We spent the next hour talking about nothing in particular (as us girls can!) and at quarter past seven we upped sticks and went to The Ritz. This was it! Our two hours as Ladies of Gentility were about to begin. We were shown in and swallowed whole by the cathedral-like foyer, all gilt walls, arches and spotless carpets. We made a bee-line for the Ladies. This was really living! Proper little individual hand-towels (none of your paper rubbish for this place!), wall to wall mirrors and a little sofa. Mother came out of her cubicle and washed and dried her hands. "There's hand-lotion in there,! I told her, indicating a bottle with a squeezy top. "I thought that was the was the soap," she said, towelling her hands even more vigorously.

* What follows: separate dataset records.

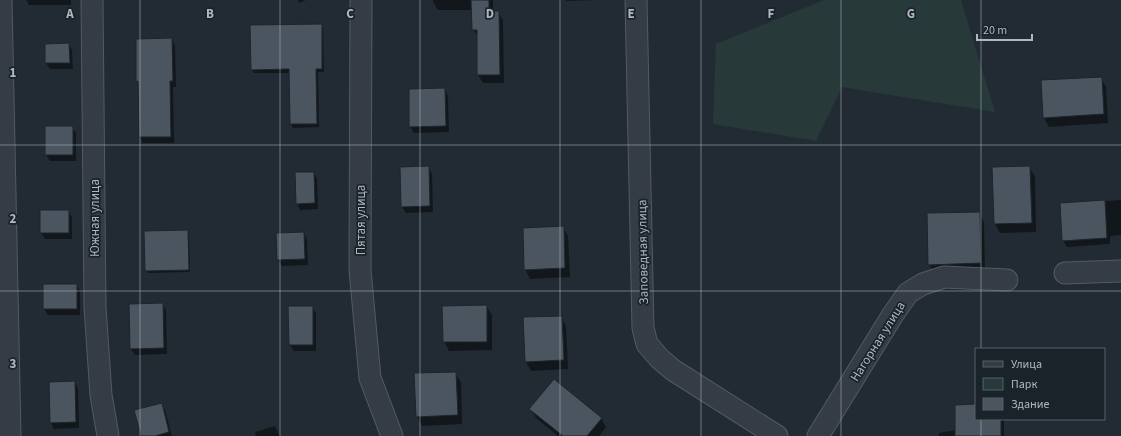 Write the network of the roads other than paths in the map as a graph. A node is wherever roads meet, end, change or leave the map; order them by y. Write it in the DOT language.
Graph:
graph roads {
  1 [pos="1,0"];
  2 [pos="92,0"];
  3 [pos="361,0"];
  4 [pos="636,0"];
  5 [pos="1121,271"];
  6 [pos="1066,273"];
  7 [pos="1007,280"];
  8 [pos="10,436"];
  9 [pos="108,436"];
  10 [pos="392,436"];
  11 [pos="776,436"];
  12 [pos="818,436"];
  1 -- 8 [label="street"];
  2 -- 9 [label="street, Южная улица"];
  3 -- 10 [label="street, Пятая улица"];
  4 -- 11 [label="street, Заповедная улица"];
  5 -- 6 [label="street"];
  7 -- 12 [label="street, Нагорная улица"];
} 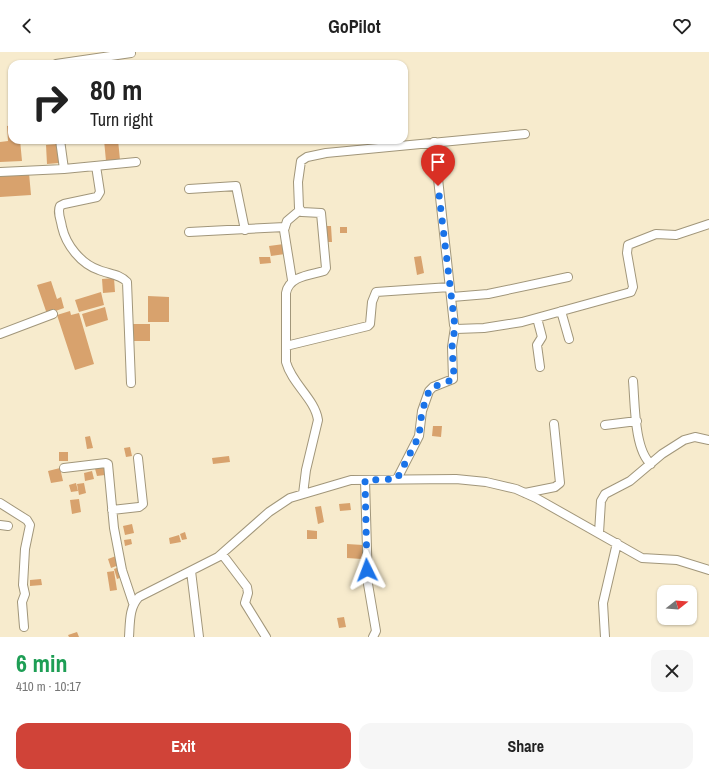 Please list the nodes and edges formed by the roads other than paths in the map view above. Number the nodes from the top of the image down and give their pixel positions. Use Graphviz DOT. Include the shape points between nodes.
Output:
graph roads {
  1 [pos="131,53"];
  2 [pos="83,60"];
  3 [pos="525,134"];
  4 [pos="434,142"];
  5 [pos="61,144"];
  6 [pos="136,162"];
  7 [pos="96,166"];
  8 [pos="64,169"];
  9 [pos="0,172"];
  10 [pos="189,189"];
  11 [pos="300,210"];
  12 [pos="709,225"];
  13 [pos="285,228"];
  14 [pos="245,230"];
  15 [pos="188,232"];
  16 [pos="568,278"];
  17 [pos="292,280"];
  18 [pos="450,287"];
  19 [pos="452,297"];
  20 [pos="561,311"];
  21 [pos="53,314"];
  22 [pos="537,318"];
  23 [pos="455,327"];
  24 [pos="0,334"];
  25 [pos="569,339"];
  26 [pos="286,346"];
  27 [pos="540,367"];
  28 [pos="633,381"];
  29 [pos="131,383"];
  30 [pos="637,421"];
  31 [pos="554,424"];
  32 [pos="605,425"];
  33 [pos="709,440"];
  34 [pos="138,458"];
  35 [pos="648,461"];
  36 [pos="64,468"];
  37 [pos="397,479"];
  38 [pos="365,480"];
  39 [pos="524,493"];
  40 [pos="303,494"];
  41 [pos="0,503"];
  42 [pos="112,510"];
  43 [pos="599,533"];
  44 [pos="617,543"];
  45 [pos="222,554"];
  46 [pos="709,570"];
  47 [pos="191,571"];
  48 [pos="133,603"];
  49 [pos="24,627"];
  50 [pos="129,637"];
  51 [pos="198,637"];
  52 [pos="266,637"];
  53 [pos="373,637"];
  54 [pos="605,637"];
  1 -- 2 [label="street"];
  3 -- 4 [label="street"];
  4 -- 11 [label="street" via="326,153 303,159 298,182"];
  4 -- 18 [label="street"];
  5 -- 8 [label="street"];
  6 -- 7 [label="street"];
  7 -- 8 [label="street"];
  7 -- 29 [label="street" via="100,192 97,197 64,204 60,206 59,211 69,244 86,263 98,270 119,276 127,282"];
  8 -- 9 [label="street"];
  10 -- 14 [label="street" via="236,186"];
  11 -- 13 [label="street" via="288,221"];
  11 -- 17 [label="street" via="321,214 326,268 324,271"];
  12 -- 20 [label="street" via="676,235 659,234 628,245 631,292"];
  13 -- 14 [label="street"];
  13 -- 17 [label="street"];
  14 -- 15 [label="street"];
  16 -- 19 [label="street" via="488,294"];
  17 -- 26 [label="street" via="286,293"];
  18 -- 19 [label="street"];
  18 -- 26 [label="street" via="376,292 368,326"];
  19 -- 23 [label="street"];
  20 -- 22 [label="street"];
  20 -- 25 [label="street"];
  21 -- 24 [label="street"];
  22 -- 23 [label="street" via="491,327 458,330"];
  22 -- 27 [label="street" via="542,337 537,345"];
  23 -- 37 [label="street" via="452,347 454,379 429,391 422,411 419,436"];
  26 -- 40 [label="street" via="289,373 312,404 318,420"];
  28 -- 30 [label="street"];
  30 -- 32 [label="street"];
  30 -- 35 [label="street" via="638,436"];
  31 -- 39 [label="street" via="560,483 556,487"];
  33 -- 35 [label="street" via="695,437 684,440"];
  34 -- 42 [label="street" via="142,504 139,507"];
  35 -- 43 [label="street" via="630,481 602,497"];
  36 -- 42 [label="street" via="108,464"];
  37 -- 38 [label="street"];
  37 -- 39 [label="street" via="486,482"];
  38 -- 40 [label="street" via="346,480"];
  38 -- 53 [label="street" via="368,584 376,631"];
  39 -- 43 [label="street"];
  40 -- 45 [label="street" via="280,504"];
  41 -- 49 [label="street" via="27,520 30,525 25,549 25,594 22,602"];
  42 -- 48 [label="street" via="122,570"];
  43 -- 44 [label="street"];
  44 -- 46 [label="street" via="642,558 677,560"];
  44 -- 54 [label="street" via="603,603"];
  45 -- 47 [label="street"];
  45 -- 52 [label="street" via="247,587 245,603"];
  47 -- 48 [label="street" via="143,594"];
  47 -- 51 [label="street"];
  48 -- 50 [label="street"];
}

We went back up to the main foyer and were approached by a man in a dinner jacket. "Name please?" he asked. Youngest Sister told him. "Do you have your voucher?" She handed him the pink slip that had been paid for by our sixteen to twenty-three year olds and he showed us to a table. It was SO nice! Very calm and relaxed with a grand-piano tinkling gently in the background and the little sandwiches, warm scones and itty-bitty pastries were wonderful. Mother dropped her table napkin on the floor and there was a moment of panic when we were asked to pay, but this was soon sorted out and we were each given another £15.00 glass of complimentary champagne by way of an apology. "It could only happen to us," Youngest Sister mused as the waiter bowed us out and I reached for my trusty portable fan.